As humans we heavily rely on intuition and on our personal mental models for making many millions of subconscious decisions and a much smaller number of conscious decisions on a daily basis. All these decisions involve interpretations of our prior experience and the sensory input we receive. It is only in hindsight that we can realise our mistakes. Learning from mistakes involves updating our mental models, and we need to get better at it, not only personally, but as a society:
Whilst we will continue to interact heavily with humans, we increasingly interact with the web – and all our interactions are subject to the well-known problems of communication. One of the more profound characteristics of ultra-large-scale systems is the way in which the impact of unintended or unforeseen behaviours propagates through the system.
The most familiar example is the one of software viruses, which have spawned an entire industry. Just as in biology, viruses will never completely go away. It is an ongoing fight of empirical knowledge against undesirable pathogens that is unlikely to ever end, because both opponents are evolving their knowledge after each new encounter based on the experience gained.
Similar to viruses, there are many other unintended or unforeseen behaviours that propagate through ultra-large-scale systems. Only on some occasions do these behaviours result in immediate outages or misbehaviours that are easily observable by humans.
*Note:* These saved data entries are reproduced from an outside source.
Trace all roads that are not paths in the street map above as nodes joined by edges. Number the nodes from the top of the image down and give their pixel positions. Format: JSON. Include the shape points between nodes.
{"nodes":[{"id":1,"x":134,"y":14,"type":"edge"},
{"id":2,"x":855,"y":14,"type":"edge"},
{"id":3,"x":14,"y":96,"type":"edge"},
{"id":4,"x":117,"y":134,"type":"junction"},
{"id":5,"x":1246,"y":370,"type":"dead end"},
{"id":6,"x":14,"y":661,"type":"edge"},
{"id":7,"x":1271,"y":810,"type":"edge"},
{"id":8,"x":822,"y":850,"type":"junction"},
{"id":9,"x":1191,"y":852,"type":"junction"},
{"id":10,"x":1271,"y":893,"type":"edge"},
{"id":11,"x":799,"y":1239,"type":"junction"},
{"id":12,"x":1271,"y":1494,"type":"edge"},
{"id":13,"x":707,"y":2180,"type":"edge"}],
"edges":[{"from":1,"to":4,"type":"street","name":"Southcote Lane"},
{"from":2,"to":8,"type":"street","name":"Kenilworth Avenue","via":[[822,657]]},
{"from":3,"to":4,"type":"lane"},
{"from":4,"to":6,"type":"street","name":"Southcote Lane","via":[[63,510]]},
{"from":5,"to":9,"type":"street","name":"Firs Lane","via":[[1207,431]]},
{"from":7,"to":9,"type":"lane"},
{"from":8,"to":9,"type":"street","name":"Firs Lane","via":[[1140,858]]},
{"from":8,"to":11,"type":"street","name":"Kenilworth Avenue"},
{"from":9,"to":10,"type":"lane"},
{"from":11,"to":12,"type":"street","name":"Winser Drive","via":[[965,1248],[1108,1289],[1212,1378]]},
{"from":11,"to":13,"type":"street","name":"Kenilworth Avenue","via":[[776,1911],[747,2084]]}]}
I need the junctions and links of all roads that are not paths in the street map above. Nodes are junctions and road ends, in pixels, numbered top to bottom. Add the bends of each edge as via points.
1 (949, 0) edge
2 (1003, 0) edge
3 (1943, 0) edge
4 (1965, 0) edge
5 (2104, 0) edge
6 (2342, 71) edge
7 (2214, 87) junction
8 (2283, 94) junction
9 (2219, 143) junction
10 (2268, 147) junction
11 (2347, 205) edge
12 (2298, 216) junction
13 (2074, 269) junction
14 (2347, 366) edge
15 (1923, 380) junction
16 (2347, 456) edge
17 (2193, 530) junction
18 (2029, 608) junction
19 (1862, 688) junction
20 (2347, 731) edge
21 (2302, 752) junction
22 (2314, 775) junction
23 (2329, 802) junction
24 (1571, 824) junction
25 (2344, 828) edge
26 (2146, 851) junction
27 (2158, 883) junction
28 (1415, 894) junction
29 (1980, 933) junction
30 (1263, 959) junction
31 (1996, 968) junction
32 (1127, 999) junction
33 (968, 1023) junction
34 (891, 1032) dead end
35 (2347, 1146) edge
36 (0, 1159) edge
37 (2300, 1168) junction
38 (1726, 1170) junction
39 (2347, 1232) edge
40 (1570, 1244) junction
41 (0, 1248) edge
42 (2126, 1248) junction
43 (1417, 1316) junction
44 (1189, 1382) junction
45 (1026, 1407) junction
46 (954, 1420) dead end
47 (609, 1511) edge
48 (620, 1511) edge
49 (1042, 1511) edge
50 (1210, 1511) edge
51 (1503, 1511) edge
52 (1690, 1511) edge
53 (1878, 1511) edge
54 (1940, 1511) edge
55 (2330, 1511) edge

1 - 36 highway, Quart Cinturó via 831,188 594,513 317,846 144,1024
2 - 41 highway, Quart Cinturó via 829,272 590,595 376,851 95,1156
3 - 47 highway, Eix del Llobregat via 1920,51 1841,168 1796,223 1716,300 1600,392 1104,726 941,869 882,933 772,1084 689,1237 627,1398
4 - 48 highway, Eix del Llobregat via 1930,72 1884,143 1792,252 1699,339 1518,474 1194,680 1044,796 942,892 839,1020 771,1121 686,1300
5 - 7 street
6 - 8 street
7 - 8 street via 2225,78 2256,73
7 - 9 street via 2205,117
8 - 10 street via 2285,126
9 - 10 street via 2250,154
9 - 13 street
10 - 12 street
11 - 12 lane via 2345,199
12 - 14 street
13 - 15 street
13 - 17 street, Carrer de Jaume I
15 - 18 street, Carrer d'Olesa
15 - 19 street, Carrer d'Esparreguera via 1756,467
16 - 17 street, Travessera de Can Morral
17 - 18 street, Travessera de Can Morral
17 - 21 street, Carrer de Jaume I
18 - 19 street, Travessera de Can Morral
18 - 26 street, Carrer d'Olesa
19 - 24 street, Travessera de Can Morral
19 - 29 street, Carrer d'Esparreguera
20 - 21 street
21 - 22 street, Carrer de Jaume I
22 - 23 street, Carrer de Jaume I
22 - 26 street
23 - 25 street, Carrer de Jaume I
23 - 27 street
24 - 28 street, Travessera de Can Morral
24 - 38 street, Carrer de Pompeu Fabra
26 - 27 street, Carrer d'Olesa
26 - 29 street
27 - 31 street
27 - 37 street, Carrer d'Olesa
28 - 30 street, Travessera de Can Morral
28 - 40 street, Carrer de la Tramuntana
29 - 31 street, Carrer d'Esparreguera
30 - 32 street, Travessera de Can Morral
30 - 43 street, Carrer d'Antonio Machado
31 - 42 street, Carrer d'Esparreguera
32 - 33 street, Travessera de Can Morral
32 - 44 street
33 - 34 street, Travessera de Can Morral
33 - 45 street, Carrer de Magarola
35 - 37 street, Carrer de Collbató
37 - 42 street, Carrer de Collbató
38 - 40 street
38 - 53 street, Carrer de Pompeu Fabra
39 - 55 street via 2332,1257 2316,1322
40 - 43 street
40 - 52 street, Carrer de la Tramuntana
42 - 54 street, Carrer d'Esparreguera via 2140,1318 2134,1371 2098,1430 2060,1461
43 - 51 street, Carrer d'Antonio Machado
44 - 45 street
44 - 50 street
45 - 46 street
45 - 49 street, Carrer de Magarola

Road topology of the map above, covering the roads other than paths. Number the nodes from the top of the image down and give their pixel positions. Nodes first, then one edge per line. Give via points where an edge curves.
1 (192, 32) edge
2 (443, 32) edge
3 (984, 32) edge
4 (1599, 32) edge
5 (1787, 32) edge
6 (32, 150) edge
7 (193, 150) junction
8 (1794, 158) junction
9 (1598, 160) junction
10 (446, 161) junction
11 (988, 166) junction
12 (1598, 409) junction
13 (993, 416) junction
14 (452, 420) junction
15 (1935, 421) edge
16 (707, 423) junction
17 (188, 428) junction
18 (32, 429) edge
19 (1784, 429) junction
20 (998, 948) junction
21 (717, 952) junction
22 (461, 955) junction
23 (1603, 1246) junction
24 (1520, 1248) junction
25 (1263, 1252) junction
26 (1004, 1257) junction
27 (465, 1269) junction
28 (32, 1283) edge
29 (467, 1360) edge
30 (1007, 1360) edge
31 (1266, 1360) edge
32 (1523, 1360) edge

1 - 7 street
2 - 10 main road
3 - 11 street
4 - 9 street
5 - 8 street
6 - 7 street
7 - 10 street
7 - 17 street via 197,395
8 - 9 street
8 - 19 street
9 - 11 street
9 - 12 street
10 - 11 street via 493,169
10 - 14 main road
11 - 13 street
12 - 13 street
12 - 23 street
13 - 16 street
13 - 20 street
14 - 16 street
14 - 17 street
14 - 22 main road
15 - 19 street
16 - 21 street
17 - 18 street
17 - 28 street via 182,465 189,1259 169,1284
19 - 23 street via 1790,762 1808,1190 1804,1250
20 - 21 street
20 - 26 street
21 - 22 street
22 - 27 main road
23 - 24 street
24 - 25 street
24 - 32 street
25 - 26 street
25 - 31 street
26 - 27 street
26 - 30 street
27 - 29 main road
Sometimes it can take hours, weeks, or months for downstream effects to aggregate to the point where they cause some component to reach a point where an explicit error is generated and a human observer is alerted. In many cases it is not possible to trace down the root cause or causes, and the co-called fix consists in correcting the visible part of the downstream damage.
Take the recent tsunami and the destroyed nuclear reactors in Japan. How far is it humanly and economically possible to fix the root causes? Globally, many nuclear reactor designs have weaknesses. What trade-off between risk levels (also including a contingency for risks that no one is currently aware of) and the cost of electricity are we prepared to make?
Addressing local sources of events that lead to easily and immediately observable error conditions is a drop in the bucket of potential sources of serious errors. Yet this is the usual limit of scope of that organisations apply to quality assurance, disaster recovery etc.
The difference between the web and a living system is fading, and our understanding of the system is limited to say the least. A sensible approach to failures and system errors is increasingly comparable to the one used in medicine to fight diseases – the process of finding out what helps is empirical, and all new treatments are tested for unintended side-effects over an extended period of time. Still, all the tests only lead to statistical data and interpretations, no absolute guarantees. In the life sciences no honest scientist can claim to be in full control. In fact, no one is in full control, and it is clear that no one will ever be in full control.
Traditional management practices strive to avoid any semblance of “not being in full control”. Organisations that are ready to admit that they operate within the context of an ultra-large-scale system have a choice between:
- conceding they have lost control internally, because their internal systems are so complex, or
- regaining a degree of internal understandability by simplifying internal structures and systems, enabled by shifting to the use of external web services – which also does not establish full control.
Conceding the unavoidable loss of control, or being prepared to pay extensively for effective risk reduction measures (one or two orders of magnitude in cost) amounts to political suicide in most organisations.